Just how blatantly the White House press office looked the other way in
regard to Guckert and his dubious status as a legitimate reporter comes
into stark relief when examining his attempt to secure a similar press
pass to cover Capitol Hill. Guckert submitted his application in
December 2003 to the Standing Committee of Correspondents, a press group
in charge of handing out credentials. In April 2004, the committee
denied Guckert's request. Writing to Guckert, committee chairman Jim
Drinkard outlined three clear deficiencies in Guckert's application:

1) "Committee guidelines require that on-line publications 'must charge
a market rate fee for subscription or access, or carry paid advertising
at current market rates.' You have not demonstrated to the committee's
satisfaction that Talon News has any paid subscribers, that paid client
newspapers publish Talon News stories, or that it is supported by
advertising."

2) "The application for accreditation to the press galleries states that
'members of the press shall not engage in lobbying or paid advertising,
publicity, promotion, work for any individual, political party,
corporation, organization, or agency of the Federal Government.' Talon
News has not demonstrated to the satisfaction of the committee that
there is a separation from GOPUSA."

3) "Gallery rules and the application state that the principal income of
correspondents must be obtained from news correspondence intended for
publication in newspapers or news services.

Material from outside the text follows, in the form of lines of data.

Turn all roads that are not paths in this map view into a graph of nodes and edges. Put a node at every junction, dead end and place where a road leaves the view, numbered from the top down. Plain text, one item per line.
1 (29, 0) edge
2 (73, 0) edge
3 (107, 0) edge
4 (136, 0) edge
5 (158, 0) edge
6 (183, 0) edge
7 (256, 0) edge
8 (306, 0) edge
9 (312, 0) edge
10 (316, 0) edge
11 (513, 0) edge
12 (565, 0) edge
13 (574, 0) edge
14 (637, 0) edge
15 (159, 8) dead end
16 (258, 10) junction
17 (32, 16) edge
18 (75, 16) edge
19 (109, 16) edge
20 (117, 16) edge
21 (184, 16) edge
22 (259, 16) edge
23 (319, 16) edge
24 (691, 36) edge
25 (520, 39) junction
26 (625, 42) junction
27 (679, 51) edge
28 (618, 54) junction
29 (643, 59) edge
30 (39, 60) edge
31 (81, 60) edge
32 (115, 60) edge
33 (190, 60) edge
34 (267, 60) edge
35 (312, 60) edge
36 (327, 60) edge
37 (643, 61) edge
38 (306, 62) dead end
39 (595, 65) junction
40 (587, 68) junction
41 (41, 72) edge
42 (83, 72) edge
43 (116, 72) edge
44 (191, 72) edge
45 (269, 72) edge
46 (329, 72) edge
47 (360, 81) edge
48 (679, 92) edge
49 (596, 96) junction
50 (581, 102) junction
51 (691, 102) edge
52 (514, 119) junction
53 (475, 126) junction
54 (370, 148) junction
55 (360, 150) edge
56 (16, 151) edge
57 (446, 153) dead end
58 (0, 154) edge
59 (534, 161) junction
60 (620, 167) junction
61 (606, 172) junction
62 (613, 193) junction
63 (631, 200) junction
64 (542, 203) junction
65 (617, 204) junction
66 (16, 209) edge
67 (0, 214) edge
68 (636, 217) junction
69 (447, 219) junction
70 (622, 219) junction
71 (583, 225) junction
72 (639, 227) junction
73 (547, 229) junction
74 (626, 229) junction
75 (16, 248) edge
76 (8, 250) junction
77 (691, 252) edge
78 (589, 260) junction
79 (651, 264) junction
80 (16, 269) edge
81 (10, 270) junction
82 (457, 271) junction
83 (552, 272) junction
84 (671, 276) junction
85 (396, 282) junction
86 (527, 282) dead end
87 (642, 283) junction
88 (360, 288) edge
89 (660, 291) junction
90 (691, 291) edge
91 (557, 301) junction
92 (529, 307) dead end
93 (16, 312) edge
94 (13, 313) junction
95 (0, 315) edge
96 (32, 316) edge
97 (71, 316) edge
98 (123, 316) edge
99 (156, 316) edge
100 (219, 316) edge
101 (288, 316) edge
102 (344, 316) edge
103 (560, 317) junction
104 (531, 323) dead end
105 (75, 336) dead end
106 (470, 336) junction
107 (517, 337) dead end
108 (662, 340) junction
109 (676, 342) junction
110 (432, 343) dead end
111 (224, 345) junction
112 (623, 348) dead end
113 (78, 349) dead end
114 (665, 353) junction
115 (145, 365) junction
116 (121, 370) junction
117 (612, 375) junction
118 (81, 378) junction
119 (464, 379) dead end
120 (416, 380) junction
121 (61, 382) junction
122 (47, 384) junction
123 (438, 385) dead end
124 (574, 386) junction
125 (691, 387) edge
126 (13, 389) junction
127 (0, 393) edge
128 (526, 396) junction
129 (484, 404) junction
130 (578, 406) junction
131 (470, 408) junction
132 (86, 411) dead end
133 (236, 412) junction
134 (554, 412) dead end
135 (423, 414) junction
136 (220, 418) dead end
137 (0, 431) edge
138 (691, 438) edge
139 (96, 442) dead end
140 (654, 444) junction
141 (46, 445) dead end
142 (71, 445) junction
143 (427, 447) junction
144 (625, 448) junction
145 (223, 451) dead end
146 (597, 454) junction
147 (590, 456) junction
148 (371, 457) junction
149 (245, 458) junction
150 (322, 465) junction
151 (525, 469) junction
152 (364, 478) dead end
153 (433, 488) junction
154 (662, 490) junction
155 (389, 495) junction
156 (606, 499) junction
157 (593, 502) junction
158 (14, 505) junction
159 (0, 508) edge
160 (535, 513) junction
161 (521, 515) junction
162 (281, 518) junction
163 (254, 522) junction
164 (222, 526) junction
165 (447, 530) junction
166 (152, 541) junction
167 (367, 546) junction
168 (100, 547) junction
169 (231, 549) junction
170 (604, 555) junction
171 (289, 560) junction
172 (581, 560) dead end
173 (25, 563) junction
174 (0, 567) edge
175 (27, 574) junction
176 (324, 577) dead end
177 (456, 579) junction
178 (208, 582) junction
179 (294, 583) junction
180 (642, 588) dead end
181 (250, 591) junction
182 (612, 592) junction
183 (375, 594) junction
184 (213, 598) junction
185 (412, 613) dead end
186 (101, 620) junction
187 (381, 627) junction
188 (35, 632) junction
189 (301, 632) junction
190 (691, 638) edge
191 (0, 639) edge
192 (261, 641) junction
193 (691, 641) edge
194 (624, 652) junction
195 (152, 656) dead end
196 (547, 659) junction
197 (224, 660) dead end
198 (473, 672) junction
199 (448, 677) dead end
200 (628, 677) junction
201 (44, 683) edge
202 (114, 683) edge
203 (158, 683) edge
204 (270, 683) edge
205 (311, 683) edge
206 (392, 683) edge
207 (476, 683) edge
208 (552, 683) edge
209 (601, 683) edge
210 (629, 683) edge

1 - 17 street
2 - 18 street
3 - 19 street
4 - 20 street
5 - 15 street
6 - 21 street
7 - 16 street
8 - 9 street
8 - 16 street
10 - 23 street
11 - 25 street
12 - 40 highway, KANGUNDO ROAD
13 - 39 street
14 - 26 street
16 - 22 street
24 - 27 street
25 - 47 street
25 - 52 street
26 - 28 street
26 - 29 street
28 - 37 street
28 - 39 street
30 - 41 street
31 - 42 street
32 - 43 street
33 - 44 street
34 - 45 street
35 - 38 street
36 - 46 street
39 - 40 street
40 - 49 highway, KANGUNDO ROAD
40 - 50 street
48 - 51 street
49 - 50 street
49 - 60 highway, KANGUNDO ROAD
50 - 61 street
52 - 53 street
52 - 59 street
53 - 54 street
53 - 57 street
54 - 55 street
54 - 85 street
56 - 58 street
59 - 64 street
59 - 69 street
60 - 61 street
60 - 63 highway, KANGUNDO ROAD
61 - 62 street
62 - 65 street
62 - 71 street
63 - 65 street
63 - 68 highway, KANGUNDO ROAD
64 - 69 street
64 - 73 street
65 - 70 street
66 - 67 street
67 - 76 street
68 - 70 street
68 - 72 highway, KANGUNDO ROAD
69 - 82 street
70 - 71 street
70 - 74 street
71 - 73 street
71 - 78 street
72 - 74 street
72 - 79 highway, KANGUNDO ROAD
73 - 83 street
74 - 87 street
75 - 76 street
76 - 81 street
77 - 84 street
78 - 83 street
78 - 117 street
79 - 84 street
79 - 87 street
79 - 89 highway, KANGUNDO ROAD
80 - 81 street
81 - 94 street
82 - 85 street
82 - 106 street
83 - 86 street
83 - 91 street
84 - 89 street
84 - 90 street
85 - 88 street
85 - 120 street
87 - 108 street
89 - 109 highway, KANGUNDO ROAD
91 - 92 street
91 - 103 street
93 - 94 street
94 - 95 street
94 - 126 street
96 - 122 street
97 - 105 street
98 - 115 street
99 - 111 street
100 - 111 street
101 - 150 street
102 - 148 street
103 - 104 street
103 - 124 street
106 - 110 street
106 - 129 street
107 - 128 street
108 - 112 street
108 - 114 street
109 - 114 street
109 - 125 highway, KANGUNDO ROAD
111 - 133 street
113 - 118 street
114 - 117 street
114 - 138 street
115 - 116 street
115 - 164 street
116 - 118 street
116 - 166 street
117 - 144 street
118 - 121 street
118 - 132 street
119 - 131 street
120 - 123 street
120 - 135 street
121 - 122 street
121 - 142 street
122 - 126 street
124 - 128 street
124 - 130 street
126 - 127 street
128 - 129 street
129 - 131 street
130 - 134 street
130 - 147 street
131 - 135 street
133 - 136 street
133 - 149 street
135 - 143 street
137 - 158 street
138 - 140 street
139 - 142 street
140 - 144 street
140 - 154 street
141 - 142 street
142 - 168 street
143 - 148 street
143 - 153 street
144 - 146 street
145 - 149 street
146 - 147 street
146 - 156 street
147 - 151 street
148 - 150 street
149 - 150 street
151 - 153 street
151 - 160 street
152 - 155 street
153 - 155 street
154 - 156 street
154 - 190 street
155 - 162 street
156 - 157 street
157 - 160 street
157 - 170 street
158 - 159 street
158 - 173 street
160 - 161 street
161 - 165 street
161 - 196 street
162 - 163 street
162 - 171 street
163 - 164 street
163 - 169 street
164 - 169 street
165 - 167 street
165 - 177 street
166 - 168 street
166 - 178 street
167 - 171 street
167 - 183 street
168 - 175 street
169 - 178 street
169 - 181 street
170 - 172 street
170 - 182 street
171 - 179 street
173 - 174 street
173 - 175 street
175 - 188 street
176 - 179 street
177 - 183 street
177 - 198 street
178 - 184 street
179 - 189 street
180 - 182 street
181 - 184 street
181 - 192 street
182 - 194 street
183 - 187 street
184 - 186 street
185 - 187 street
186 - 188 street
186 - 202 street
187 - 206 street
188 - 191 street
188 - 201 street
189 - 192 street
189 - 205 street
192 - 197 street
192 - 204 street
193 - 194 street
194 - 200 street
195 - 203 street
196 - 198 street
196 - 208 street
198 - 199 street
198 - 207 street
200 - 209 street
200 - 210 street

The committee feels that
paying a single reporter a 'stipend' does not meet the intent of the rule."

The White House, in contrast, said that as long as Talon News or GOPUSA
"existed," Guckert was free to attend its press briefings. Yet, in the
past, a reporter seeking a permanent White House press pass has had to
first secure credentials to cover Capitol Hill. Without those, the White
House would not submit the application for a background check. But even
though Guckert failed to secure Capitol Hill credentials, the White
House waved him into press briefings for nearly two years using what's
called a day pass. Those passes are designed for temporary use by
out-of-town reporters who need access to the White House, not for
indefinite use by reporters who flunk the Capitol Hill test.

To obtain a day pass during the Clinton administration, a reporter "had
to make the case as to why that day was unique and why [he] had to cover
the White House from inside the gates instead of outside," Lockhart says.

So the mystery remains: How did Guckert, with absolutely no journalism
background and working for a phony news organization, manage to adopt
the day-pass system as his own while sidestepping a thorough background
check that might have detected his sordid past? That's the central
question the White House *refuses* to address. And like its initial
explanation that Guckert received his press pass the same way other
journalists do, the notion first put out by White House officials that
they knew little or nothing about GOPUSA/Talon News, its correspondent
Guckert or its founder Eberle has also melted away. Instead, we now
know, former White House press secretary Ari Fleischer personally spoke
with Eberle about GOPUSA, so concerned was Fleischer that it was not an
independent organization. (Eberle convinced Fleischer that it was.)
Additionally, Guckert attended the invitation-only White House press
Christmas parties in 2003 and 2004, and last holiday season, in a
personal posting on GOPUSA, Eberle thanked Karl Rove for his
"assistance, guidance, and friendship."